16 comments On Si Senor

  • Nicole Campbell

    amo el leer sus blogs! las fotos se ven muy bien y parece que va a tener un tiempo fabuloso!

    • Gracias Nicolasa. Valencia es sin duda un gran lugar con mucho que hacer, gente amable y mucho que hacer y ver. Si bien hay muchos turistas que aquí hay forma tan turístico como Barcelona. De hecho, mientras que he conocido a gente de tantos otros países, no he encontrado uno de otro australiano todavía. Mientras tanto continúa Valencia para la fiesta!

  • Si si contentos de haber rescatado a la buena correa de arco iris de colores brillantes ol

  • Sounds amazing and typical you to find a technological technique where you point your phone to get a translation. Hope the pig and leche taste great – bet the food is amazing.

    • There’s two apps I would be totally lost without. Google maps and Google translator. Of course you could always use one of those paper map thingys. Err so much like a tourist.

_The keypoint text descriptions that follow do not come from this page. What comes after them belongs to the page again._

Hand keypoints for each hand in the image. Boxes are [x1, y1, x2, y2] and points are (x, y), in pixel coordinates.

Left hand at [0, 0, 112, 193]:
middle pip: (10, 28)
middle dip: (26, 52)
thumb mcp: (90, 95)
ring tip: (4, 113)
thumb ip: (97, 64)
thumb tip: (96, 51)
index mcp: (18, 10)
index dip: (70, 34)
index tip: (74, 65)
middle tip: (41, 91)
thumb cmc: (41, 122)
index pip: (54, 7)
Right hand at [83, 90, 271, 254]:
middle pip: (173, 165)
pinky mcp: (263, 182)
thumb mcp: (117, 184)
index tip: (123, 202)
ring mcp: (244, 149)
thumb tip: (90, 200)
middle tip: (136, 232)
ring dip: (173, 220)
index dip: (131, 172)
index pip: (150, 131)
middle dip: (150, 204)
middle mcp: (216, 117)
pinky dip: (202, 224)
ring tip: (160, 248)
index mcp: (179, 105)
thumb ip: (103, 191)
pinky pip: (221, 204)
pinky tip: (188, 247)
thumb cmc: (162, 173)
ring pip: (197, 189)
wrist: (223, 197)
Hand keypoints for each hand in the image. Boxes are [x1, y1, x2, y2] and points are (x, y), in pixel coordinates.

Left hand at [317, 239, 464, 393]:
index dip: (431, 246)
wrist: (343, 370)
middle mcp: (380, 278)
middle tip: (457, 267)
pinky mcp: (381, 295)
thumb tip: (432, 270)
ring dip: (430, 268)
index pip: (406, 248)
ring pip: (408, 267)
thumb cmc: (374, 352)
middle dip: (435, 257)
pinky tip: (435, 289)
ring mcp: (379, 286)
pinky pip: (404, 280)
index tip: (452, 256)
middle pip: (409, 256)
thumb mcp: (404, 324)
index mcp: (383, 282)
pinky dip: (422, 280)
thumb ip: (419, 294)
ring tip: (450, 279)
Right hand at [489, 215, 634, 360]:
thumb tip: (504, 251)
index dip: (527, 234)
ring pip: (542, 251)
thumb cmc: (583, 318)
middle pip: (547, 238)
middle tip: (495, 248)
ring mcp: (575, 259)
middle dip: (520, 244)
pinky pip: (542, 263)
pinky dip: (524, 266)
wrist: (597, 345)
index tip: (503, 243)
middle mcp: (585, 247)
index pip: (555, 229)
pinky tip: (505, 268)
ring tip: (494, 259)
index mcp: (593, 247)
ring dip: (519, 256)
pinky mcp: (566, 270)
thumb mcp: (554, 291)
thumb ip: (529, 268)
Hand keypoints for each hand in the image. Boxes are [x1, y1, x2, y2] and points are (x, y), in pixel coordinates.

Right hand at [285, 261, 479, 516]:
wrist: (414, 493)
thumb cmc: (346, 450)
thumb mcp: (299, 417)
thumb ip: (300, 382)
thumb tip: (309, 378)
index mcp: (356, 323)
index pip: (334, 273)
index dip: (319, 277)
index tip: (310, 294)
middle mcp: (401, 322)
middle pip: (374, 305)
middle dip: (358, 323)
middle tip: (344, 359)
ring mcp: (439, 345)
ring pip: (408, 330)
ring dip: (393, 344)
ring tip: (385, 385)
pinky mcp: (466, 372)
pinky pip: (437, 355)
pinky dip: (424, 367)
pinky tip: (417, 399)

So much cooler to be constantly glancing (and I mean constantly) at your phone as if to be checking your Facebook updates, but in reality it’s trying to find your way home!

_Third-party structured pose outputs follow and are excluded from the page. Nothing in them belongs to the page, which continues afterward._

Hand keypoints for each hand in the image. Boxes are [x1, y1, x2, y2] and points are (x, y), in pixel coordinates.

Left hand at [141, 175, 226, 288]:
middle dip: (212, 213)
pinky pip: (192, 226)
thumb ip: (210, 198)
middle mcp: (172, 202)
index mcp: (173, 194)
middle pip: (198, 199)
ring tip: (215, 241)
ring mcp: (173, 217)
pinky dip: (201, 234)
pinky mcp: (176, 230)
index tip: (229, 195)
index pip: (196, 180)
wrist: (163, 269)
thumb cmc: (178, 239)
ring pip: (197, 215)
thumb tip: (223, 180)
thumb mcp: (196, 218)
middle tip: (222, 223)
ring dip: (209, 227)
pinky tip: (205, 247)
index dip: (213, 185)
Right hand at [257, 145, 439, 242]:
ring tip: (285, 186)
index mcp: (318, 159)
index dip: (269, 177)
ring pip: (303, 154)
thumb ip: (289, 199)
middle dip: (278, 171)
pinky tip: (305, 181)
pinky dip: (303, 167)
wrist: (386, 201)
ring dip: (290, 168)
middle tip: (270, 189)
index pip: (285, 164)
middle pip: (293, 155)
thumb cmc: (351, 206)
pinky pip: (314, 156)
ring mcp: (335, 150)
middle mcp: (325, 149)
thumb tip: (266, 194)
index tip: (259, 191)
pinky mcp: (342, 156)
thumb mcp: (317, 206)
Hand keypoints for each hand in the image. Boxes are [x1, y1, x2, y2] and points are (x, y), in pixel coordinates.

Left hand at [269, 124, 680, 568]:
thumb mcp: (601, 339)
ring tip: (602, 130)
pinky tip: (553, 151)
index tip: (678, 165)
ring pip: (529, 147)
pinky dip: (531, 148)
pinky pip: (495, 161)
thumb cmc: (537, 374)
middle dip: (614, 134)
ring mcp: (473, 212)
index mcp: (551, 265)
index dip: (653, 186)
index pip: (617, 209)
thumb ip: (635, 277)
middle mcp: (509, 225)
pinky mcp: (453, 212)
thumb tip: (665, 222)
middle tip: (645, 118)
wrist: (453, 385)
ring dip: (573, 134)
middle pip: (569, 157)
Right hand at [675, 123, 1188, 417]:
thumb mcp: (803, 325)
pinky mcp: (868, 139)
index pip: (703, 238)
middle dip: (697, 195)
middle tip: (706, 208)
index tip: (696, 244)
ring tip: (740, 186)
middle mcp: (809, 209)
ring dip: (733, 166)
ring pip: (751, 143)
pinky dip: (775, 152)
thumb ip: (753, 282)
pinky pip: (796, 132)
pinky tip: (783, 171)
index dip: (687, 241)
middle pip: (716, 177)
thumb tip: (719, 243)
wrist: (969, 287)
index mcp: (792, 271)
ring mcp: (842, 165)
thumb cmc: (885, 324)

  • What a wonderful experience and to think most of it is based around food. Now you have a full belly i think you must be ready for the ring. I have always imaged you with the red flag in your hand tempting the fait of a massive bull. I am sure this would but the fear of death in him and especially now you have turned the strap around.

    • That’s a good suggestion thanks Lew. But topped up with great food or not I think I’d rather be a spectator. red flag or rainbow coloured one!

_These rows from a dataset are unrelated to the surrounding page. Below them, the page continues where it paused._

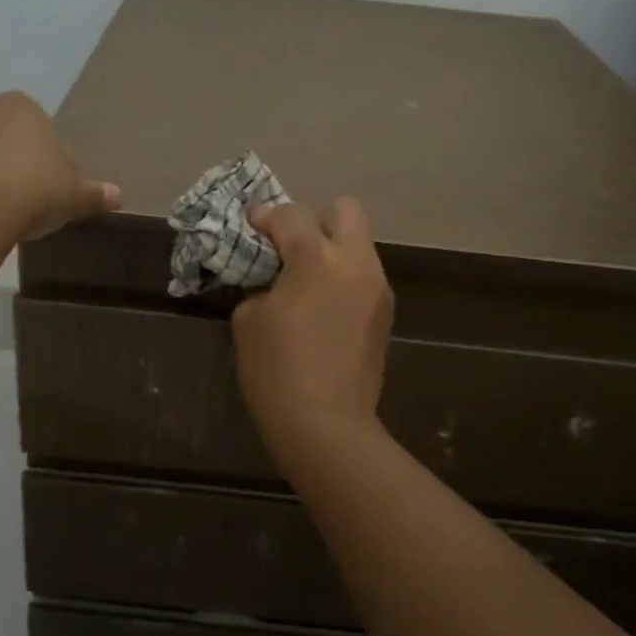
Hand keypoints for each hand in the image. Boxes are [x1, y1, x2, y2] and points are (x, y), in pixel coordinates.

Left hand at [0, 91, 121, 240]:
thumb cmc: (35, 187)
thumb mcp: (74, 194)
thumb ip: (94, 193)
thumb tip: (117, 196)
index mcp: (22, 106)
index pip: (38, 126)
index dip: (45, 154)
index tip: (50, 182)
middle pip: (1, 132)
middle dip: (9, 156)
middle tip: (24, 191)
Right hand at [232, 197, 394, 459]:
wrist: (326, 425)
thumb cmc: (276, 370)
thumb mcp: (249, 319)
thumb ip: (261, 281)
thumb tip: (272, 276)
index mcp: (317, 258)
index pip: (290, 214)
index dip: (265, 218)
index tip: (251, 231)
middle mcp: (355, 262)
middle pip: (344, 210)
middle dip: (314, 221)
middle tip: (289, 250)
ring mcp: (377, 287)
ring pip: (358, 244)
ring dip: (331, 250)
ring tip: (305, 283)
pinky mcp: (386, 313)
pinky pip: (362, 275)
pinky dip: (342, 277)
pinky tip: (323, 309)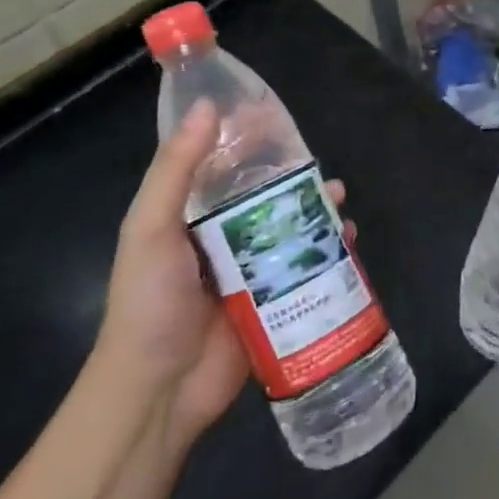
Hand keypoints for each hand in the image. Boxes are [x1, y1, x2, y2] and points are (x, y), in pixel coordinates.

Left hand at [97, 102, 353, 445]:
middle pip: (262, 193)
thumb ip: (175, 170)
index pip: (219, 164)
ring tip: (338, 195)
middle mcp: (222, 237)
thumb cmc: (150, 303)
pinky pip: (307, 265)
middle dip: (289, 172)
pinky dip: (330, 248)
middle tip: (316, 158)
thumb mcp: (150, 228)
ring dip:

  • So we will expect fluent Spanish when you get back!
    PS you forgot the translation for beer!

    • You’re right Dazza. There’s really three survival words required: Que, Si and…. cerveza. It’s a totally interesting different culture here when it comes to cerveza and vino. I’ve discussed this with a few Brits here. The Brits and us lot will typically drink to get full (certainly young generation), but here walking home through the streets late at night the place is full of outdoor dining and drinking. And its typical to see people in cafes having a beer as people go to work. But the difference is they typically drink only to enjoy with their food. Not yet have I seen any sign of whats become quite a cultural drinking problem in Oz. Not that I ever used to do that of course. Anyway your shout Dazza!

  • Hello Chris
    You are doing OK with the language. I actually went to a Spanish language class for a couple of months before I left on the Camino. Unfortunately, with all the stress of planning a trip and an over-load of new sounds and phrases, I ended up with very little Spanish when I arrived in Spain. I would have been better off not going to a class at all. Fortunately, the Spanish people are accustomed to dealing with foreigners on the pilgrim route and very tolerant of visitors who mangle their language! They have a happy culture.

    • I’d have to agree with you Heather. It’s a big effort and commitment for a short travel period. I’d expect at least your Spanish classes would have been bilingual with English. I have attended classes here where it’s only in Spanish. Fun!? Problema when can’t even understand the question! Pay back I think when we landed our son in an all French speaking class when we were living in French speaking Quebec. Sorry Nath… we didnt mean to!!

  • Hi Chris
    Great to hear you are having a fantastic time even though you don’t know what people are saying. Having spent a few Friday nights at the Windsor with you I would suggest the old hands on approach may be the way to go!!
    Enjoy the company, food and hospitality of the Spanish people and you will be amply rewarded.
    Love Ang and Les xx

    • Thanks Ang & Les. Actually the problem is not so much the language, but the fact there are little “Windsors” on just about every corner! We were having a little nightcap last night a few streets away, with people eating and drinking at tables outside all these quaint little bars on every corner of this narrow lane intersection and I was thinking just how nice the whole ambience was. Bu haven’t been able to work out what a pint is in Spanish?

  • Some key words “dos cerveza por favor” two beers please and “uno mas” one more
    It has been great reading your blog.